▶ **Task details**
Check each line of the entries for "bridge" and report the ones that have it.

─── Records for the task ───

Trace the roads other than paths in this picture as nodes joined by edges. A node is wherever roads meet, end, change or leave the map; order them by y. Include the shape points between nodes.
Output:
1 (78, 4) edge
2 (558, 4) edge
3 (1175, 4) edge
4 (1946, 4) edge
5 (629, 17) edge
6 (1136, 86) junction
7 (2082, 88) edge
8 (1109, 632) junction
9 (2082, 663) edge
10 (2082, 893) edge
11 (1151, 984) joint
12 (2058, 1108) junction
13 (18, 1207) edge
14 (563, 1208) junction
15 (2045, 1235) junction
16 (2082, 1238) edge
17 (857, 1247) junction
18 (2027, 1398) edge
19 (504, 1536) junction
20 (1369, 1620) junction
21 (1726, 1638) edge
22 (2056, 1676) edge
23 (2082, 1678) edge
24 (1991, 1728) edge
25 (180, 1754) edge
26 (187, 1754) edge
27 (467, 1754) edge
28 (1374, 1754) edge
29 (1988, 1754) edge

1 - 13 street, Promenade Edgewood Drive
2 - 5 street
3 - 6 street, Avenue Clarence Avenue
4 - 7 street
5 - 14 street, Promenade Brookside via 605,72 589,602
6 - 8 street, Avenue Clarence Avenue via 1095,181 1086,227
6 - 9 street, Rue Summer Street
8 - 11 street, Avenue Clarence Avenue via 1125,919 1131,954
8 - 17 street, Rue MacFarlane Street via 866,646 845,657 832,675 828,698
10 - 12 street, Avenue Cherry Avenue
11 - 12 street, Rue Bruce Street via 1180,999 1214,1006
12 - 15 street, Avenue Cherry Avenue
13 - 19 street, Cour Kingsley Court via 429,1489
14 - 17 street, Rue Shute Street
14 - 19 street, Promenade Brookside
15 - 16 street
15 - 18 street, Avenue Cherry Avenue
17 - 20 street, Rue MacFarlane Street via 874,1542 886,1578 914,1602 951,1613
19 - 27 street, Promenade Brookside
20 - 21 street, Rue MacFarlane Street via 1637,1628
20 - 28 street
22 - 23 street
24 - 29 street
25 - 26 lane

───
─── Records for the task ───

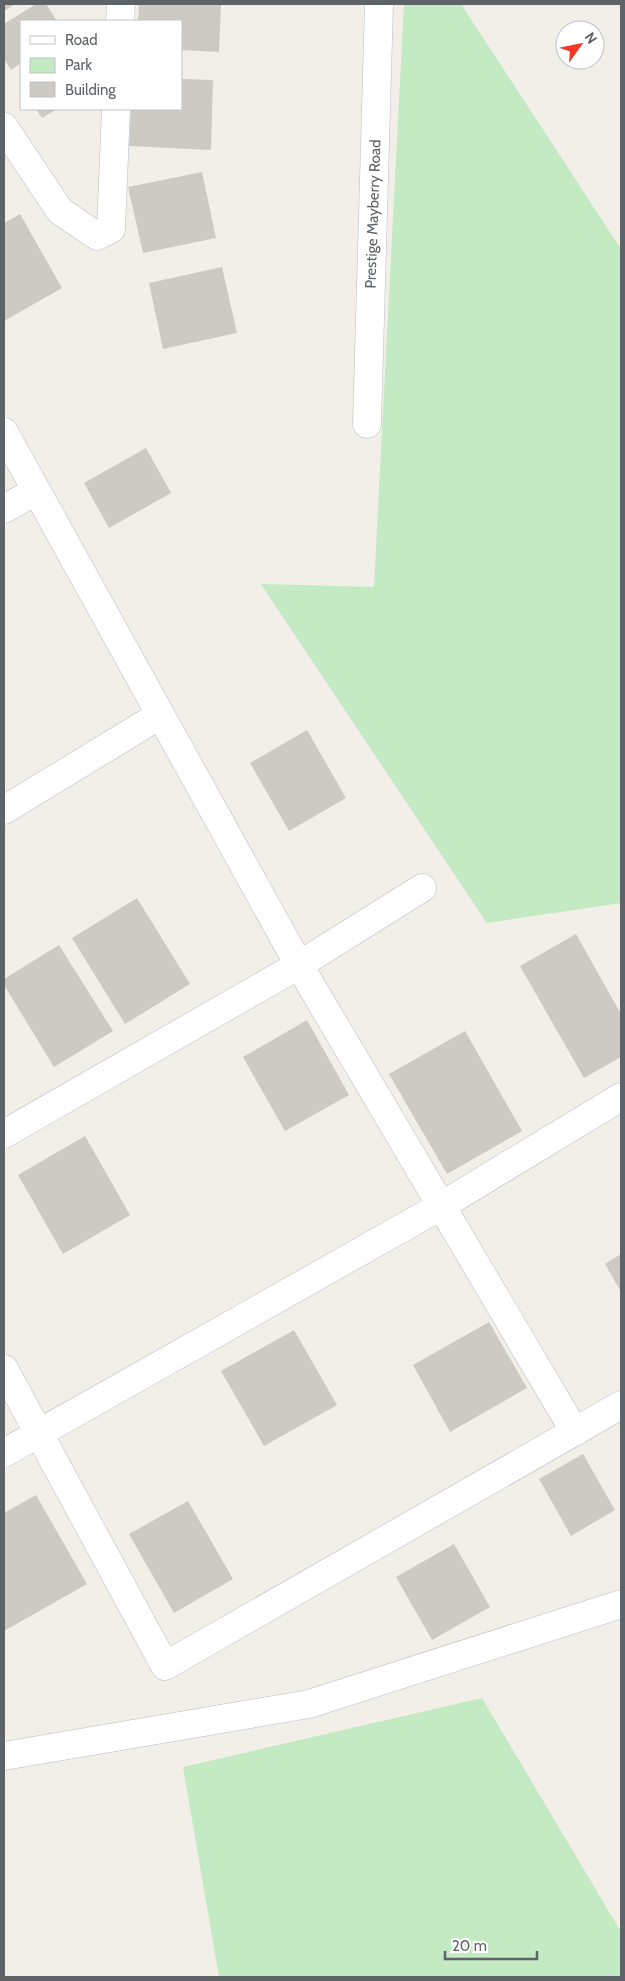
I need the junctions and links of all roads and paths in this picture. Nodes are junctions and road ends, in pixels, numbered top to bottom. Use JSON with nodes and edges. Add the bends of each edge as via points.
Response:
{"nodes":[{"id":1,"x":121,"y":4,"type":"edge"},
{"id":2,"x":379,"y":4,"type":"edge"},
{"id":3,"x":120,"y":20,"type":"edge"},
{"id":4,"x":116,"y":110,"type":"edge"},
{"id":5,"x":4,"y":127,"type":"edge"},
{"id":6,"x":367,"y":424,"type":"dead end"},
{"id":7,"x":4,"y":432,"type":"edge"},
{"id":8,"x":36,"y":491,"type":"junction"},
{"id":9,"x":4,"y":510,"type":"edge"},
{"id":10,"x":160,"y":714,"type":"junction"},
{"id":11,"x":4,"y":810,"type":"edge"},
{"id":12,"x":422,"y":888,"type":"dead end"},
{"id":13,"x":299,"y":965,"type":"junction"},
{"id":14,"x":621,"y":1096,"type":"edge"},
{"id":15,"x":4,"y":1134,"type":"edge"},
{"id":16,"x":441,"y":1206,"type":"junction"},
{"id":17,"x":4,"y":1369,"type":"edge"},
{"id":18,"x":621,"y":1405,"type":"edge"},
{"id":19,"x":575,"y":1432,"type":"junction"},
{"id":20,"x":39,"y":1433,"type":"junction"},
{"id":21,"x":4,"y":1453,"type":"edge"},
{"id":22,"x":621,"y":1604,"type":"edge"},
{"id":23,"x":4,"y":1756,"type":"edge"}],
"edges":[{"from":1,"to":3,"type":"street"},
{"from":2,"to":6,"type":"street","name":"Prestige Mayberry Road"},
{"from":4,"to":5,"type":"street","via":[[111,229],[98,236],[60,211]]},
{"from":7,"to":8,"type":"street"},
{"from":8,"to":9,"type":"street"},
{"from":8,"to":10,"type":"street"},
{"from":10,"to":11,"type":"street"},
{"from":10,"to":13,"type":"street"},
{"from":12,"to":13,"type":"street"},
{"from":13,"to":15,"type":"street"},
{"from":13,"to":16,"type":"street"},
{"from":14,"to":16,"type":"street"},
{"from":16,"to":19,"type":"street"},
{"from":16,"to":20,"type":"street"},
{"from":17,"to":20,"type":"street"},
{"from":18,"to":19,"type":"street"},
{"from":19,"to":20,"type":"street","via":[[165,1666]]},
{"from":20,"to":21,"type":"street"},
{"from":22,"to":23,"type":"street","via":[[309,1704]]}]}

───
─── Records for the task ───

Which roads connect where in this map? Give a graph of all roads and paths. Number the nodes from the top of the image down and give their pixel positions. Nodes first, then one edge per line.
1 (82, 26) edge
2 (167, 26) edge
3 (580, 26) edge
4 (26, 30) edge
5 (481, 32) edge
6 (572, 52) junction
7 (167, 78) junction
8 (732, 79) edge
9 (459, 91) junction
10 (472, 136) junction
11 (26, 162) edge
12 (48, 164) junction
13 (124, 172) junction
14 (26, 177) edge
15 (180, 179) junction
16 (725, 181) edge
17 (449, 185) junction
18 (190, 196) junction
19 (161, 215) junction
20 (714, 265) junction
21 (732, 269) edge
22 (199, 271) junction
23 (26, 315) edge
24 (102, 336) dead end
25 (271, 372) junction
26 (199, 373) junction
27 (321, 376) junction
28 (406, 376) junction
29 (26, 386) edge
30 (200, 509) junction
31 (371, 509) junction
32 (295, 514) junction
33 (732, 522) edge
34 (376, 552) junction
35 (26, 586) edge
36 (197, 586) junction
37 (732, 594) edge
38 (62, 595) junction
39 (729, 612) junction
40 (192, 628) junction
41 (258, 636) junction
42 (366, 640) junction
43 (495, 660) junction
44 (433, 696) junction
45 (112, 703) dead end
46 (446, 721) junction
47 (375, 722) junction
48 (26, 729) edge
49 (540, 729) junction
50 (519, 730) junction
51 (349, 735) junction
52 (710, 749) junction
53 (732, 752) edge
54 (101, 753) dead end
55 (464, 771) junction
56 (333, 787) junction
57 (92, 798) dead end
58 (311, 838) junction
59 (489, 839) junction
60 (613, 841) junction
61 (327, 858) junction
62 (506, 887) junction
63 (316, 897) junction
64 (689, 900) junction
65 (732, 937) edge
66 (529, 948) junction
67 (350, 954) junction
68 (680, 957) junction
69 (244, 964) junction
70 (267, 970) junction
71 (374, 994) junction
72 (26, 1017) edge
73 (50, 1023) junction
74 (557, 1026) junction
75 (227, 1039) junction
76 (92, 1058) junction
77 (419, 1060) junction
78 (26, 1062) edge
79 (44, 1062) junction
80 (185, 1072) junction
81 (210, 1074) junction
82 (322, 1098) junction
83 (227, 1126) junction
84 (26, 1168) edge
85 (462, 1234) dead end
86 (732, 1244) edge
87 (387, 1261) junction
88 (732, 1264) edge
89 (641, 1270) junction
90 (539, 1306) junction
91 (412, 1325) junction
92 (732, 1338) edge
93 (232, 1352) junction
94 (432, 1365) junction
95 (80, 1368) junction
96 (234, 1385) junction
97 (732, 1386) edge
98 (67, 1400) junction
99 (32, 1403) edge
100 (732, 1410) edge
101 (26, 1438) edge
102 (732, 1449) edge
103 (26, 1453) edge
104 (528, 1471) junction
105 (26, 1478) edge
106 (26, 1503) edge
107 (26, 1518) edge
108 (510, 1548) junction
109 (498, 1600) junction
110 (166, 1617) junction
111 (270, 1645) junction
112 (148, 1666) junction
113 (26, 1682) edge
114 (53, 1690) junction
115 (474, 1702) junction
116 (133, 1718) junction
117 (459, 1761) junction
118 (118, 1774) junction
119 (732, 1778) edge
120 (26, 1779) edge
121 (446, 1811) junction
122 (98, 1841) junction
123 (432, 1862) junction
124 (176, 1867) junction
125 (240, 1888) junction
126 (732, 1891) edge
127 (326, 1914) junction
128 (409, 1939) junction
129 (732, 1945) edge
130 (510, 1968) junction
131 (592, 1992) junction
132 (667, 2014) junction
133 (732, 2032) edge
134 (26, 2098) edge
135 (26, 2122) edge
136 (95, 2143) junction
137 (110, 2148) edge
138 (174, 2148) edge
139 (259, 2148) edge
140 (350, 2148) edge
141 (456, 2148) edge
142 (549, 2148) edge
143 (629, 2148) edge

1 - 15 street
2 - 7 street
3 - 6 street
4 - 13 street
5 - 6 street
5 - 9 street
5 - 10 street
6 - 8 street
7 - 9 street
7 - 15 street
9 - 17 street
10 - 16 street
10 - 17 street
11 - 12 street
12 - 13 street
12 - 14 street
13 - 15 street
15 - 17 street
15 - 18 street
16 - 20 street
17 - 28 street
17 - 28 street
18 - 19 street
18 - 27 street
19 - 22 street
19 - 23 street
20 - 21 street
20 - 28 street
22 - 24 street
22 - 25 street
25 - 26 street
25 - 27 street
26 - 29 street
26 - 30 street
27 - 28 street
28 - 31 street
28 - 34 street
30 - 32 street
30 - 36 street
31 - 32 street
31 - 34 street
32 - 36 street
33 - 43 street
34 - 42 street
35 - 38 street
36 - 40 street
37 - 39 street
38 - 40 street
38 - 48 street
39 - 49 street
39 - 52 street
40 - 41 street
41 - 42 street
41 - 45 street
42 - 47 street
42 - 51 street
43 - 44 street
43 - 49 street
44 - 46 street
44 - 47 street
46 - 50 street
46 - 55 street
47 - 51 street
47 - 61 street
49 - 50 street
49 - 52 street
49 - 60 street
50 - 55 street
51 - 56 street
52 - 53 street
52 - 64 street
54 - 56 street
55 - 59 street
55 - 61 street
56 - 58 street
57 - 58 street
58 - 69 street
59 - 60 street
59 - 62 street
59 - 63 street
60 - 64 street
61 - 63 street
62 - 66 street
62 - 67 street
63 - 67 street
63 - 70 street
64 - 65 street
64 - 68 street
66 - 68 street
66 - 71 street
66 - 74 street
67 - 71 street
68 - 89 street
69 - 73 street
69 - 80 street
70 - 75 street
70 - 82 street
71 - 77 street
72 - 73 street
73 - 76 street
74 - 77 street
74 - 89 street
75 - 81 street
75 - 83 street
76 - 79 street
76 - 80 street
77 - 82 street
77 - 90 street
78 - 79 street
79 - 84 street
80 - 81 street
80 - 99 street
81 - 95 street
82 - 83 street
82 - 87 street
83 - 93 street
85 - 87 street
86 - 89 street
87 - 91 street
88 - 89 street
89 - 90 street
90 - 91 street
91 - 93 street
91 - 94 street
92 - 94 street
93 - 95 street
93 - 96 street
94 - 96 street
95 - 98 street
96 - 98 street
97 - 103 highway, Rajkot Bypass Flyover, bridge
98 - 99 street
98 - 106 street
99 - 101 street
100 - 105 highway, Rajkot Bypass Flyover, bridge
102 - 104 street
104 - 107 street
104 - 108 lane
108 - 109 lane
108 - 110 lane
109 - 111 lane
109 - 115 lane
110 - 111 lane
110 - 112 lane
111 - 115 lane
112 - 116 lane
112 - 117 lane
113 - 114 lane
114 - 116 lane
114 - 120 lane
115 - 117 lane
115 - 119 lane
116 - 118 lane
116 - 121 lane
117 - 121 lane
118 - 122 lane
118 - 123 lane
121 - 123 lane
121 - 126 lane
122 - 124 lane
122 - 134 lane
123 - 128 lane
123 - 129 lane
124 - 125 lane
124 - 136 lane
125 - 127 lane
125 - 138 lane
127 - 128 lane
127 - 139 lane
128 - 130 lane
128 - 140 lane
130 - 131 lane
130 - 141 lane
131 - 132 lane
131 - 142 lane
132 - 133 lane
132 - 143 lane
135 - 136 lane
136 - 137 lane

───

▶ **Result of the task**
97 - 103 highway, Rajkot Bypass Flyover, bridge
100 - 105 highway, Rajkot Bypass Flyover, bridge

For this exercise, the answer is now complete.